### EXTRACTED INFORMATION
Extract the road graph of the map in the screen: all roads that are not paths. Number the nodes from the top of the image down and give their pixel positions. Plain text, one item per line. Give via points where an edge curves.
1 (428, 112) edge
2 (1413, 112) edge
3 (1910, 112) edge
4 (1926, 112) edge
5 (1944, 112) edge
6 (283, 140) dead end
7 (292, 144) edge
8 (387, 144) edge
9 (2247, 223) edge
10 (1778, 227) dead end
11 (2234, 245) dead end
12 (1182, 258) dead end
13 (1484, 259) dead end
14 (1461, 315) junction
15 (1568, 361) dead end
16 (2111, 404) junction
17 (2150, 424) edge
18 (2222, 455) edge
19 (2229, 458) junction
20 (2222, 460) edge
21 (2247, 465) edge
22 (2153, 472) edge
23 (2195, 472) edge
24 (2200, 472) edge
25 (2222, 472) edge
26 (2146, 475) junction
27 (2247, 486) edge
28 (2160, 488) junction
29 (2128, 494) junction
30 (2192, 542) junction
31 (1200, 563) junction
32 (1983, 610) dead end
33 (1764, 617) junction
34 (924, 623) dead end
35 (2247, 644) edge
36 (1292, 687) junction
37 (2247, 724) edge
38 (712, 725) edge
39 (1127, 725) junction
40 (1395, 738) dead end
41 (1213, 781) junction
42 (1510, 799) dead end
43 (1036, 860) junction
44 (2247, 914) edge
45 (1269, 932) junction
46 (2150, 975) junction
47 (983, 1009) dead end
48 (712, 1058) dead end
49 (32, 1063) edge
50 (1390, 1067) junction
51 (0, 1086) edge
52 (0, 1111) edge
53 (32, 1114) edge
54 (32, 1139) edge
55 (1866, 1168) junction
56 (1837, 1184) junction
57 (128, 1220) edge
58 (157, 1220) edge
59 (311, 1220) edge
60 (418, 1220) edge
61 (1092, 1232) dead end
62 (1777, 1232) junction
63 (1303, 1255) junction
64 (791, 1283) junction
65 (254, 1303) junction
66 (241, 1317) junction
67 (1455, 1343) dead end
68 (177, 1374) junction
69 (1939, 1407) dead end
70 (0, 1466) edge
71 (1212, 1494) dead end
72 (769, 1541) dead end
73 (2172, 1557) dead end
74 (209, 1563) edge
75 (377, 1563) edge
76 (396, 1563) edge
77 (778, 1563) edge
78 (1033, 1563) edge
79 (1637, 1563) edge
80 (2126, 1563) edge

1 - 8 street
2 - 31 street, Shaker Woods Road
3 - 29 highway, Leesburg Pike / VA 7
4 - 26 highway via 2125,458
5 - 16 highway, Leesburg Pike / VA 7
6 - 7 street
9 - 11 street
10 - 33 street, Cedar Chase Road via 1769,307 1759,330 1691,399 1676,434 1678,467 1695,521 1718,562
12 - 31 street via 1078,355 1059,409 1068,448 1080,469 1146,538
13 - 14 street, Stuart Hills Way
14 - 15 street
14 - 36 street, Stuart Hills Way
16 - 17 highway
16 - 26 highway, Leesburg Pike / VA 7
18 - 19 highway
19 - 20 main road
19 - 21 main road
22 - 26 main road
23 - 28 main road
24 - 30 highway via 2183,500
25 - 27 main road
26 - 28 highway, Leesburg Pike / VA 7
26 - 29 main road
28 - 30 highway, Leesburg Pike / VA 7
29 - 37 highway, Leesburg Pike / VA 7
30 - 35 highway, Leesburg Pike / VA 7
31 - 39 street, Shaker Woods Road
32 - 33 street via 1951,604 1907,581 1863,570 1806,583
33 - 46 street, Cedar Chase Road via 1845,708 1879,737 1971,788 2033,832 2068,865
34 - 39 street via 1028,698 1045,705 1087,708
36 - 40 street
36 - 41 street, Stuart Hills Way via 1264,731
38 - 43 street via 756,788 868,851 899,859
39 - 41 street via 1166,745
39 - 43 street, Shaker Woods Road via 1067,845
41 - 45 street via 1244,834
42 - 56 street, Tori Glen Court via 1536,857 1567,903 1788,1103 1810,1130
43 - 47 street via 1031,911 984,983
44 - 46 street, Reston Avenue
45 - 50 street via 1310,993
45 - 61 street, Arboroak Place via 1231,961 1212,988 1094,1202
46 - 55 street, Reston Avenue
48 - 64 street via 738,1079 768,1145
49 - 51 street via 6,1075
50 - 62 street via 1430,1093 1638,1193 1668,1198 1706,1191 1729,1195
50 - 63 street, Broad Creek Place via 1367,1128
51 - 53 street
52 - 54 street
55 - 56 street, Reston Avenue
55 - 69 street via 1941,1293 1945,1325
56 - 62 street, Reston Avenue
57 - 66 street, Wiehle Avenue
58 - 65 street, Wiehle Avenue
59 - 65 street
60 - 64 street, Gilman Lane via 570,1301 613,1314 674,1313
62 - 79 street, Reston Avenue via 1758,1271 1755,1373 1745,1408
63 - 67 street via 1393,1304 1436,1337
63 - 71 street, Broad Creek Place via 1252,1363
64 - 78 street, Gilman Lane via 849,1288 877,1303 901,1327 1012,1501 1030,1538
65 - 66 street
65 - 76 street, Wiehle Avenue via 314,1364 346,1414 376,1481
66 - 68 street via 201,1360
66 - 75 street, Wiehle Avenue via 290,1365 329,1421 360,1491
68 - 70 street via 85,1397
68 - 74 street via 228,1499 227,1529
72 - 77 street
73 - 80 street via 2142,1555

### WHAT IS REQUIRED
Whenever a line above includes the string "Lane", copy it.

### YOUR RESPONSE
60 - 64 street, Gilman Lane via 570,1301 613,1314 674,1313
64 - 78 street, Gilman Lane via 849,1288 877,1303 901,1327 1012,1501 1030,1538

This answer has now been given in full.